• Provided entries
"""

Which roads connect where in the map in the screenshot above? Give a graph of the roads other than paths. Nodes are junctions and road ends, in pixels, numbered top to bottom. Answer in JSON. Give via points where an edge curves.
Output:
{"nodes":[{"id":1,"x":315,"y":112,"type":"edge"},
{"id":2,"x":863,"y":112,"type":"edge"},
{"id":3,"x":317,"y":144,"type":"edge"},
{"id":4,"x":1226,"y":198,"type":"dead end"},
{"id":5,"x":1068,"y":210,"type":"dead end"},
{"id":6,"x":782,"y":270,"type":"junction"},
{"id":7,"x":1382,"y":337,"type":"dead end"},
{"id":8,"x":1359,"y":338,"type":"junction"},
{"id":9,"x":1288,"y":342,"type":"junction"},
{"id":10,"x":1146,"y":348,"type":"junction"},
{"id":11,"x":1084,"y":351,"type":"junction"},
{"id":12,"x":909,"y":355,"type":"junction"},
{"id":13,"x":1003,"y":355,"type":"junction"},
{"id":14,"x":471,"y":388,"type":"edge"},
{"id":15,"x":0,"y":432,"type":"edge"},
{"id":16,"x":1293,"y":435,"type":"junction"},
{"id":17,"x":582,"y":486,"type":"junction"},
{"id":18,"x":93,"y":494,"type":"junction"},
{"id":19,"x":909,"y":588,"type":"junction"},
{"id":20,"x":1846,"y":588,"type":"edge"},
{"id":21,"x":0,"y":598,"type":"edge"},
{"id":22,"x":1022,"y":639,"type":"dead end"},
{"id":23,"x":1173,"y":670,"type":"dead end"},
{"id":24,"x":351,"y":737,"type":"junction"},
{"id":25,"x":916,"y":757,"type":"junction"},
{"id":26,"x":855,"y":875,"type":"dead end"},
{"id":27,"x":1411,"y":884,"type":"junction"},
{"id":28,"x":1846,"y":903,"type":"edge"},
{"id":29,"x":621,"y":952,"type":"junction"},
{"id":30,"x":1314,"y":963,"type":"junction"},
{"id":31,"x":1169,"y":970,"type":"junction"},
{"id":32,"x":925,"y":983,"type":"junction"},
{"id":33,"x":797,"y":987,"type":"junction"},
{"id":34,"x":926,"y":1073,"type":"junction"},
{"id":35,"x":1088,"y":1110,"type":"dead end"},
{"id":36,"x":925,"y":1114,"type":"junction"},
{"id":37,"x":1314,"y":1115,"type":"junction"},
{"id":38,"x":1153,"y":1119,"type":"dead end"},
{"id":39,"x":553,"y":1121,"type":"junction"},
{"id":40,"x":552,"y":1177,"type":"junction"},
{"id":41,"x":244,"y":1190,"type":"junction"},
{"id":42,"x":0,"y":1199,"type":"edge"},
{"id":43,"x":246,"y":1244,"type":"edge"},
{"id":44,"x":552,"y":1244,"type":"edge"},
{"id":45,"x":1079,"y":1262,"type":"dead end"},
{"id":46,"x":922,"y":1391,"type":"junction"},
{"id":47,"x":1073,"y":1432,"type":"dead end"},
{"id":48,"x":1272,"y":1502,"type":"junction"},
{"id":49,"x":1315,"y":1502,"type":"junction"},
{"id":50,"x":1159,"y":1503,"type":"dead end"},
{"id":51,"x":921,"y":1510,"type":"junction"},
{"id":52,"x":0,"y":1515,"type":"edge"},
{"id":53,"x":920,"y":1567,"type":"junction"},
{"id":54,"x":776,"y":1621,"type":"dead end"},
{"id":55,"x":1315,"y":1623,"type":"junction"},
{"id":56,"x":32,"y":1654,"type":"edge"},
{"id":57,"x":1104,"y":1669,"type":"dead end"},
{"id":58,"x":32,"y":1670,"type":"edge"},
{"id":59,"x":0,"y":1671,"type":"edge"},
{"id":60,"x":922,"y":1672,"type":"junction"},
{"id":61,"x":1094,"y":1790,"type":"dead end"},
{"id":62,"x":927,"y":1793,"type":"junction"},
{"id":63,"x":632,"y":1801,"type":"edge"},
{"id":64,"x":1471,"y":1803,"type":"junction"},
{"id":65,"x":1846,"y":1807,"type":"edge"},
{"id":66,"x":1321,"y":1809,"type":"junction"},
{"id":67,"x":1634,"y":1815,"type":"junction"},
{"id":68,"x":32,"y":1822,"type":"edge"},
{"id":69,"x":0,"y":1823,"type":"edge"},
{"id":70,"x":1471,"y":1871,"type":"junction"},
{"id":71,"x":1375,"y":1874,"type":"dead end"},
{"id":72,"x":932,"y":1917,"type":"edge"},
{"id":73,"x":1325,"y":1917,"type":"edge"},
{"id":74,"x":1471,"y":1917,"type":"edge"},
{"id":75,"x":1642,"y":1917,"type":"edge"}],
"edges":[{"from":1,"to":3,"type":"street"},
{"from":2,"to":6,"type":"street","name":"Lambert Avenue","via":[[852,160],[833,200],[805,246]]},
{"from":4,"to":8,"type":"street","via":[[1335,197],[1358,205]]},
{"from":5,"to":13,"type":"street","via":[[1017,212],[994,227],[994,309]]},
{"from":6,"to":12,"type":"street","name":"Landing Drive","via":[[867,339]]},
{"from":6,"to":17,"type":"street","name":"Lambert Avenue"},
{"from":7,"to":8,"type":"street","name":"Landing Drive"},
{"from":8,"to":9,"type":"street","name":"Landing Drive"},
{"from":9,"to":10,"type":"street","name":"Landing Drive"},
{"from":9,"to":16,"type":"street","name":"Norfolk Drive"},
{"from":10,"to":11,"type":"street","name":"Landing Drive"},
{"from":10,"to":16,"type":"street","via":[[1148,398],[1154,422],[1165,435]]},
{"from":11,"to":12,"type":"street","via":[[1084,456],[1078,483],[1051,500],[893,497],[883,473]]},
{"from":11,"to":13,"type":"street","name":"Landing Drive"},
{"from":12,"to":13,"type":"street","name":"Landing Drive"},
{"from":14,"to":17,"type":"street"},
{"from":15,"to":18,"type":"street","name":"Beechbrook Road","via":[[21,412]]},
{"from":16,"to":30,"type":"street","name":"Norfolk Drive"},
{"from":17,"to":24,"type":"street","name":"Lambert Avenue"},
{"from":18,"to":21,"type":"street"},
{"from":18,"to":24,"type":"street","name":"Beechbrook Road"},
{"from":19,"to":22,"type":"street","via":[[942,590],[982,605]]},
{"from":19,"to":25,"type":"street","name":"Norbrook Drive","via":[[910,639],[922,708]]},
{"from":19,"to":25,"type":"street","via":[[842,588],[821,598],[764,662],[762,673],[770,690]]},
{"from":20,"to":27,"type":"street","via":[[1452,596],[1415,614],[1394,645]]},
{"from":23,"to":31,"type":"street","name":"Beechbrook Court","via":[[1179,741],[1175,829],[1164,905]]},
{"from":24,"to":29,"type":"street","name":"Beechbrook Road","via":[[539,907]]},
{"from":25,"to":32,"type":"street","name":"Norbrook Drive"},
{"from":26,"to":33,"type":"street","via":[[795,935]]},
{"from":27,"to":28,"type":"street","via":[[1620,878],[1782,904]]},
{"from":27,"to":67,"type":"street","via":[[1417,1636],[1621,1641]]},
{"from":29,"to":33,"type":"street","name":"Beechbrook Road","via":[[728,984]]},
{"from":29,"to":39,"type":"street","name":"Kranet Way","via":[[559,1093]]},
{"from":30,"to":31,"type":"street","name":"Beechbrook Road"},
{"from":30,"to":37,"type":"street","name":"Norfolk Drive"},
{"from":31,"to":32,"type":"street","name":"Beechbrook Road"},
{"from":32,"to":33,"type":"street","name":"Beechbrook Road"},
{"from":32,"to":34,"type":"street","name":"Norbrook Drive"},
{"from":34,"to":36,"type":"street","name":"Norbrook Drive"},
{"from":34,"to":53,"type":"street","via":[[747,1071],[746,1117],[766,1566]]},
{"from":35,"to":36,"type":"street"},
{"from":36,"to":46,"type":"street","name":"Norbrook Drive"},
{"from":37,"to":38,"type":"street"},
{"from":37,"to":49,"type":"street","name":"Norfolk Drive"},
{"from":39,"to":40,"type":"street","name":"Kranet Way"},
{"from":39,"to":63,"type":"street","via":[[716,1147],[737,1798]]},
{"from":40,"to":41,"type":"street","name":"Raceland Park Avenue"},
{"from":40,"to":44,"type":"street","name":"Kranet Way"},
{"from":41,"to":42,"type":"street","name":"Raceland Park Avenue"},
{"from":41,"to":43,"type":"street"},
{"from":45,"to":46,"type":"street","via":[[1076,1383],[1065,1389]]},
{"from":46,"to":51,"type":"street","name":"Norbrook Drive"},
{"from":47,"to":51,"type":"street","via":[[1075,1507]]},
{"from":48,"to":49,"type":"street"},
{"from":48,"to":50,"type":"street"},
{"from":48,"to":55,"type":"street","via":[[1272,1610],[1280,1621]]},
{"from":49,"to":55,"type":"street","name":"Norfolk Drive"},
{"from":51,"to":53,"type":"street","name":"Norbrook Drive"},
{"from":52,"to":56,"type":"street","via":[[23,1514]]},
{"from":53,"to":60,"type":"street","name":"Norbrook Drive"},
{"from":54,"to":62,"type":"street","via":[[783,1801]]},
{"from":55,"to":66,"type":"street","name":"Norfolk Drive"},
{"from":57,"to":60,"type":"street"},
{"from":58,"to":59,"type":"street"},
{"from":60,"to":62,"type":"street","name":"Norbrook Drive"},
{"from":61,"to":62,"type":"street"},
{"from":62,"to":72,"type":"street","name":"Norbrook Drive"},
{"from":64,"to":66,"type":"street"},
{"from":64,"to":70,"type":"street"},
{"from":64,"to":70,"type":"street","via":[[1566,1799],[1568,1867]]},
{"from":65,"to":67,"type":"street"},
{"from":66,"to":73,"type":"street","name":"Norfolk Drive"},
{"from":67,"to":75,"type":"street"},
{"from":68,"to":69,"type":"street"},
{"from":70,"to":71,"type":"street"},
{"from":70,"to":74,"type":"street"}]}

"""

• Exercise goal
Each line containing the word "Raceland" needs to be copied from the data above.

• Written response
{"from":40,"to":41,"type":"street","name":"Raceland Park Avenue"},
{"from":41,"to":42,"type":"street","name":"Raceland Park Avenue"},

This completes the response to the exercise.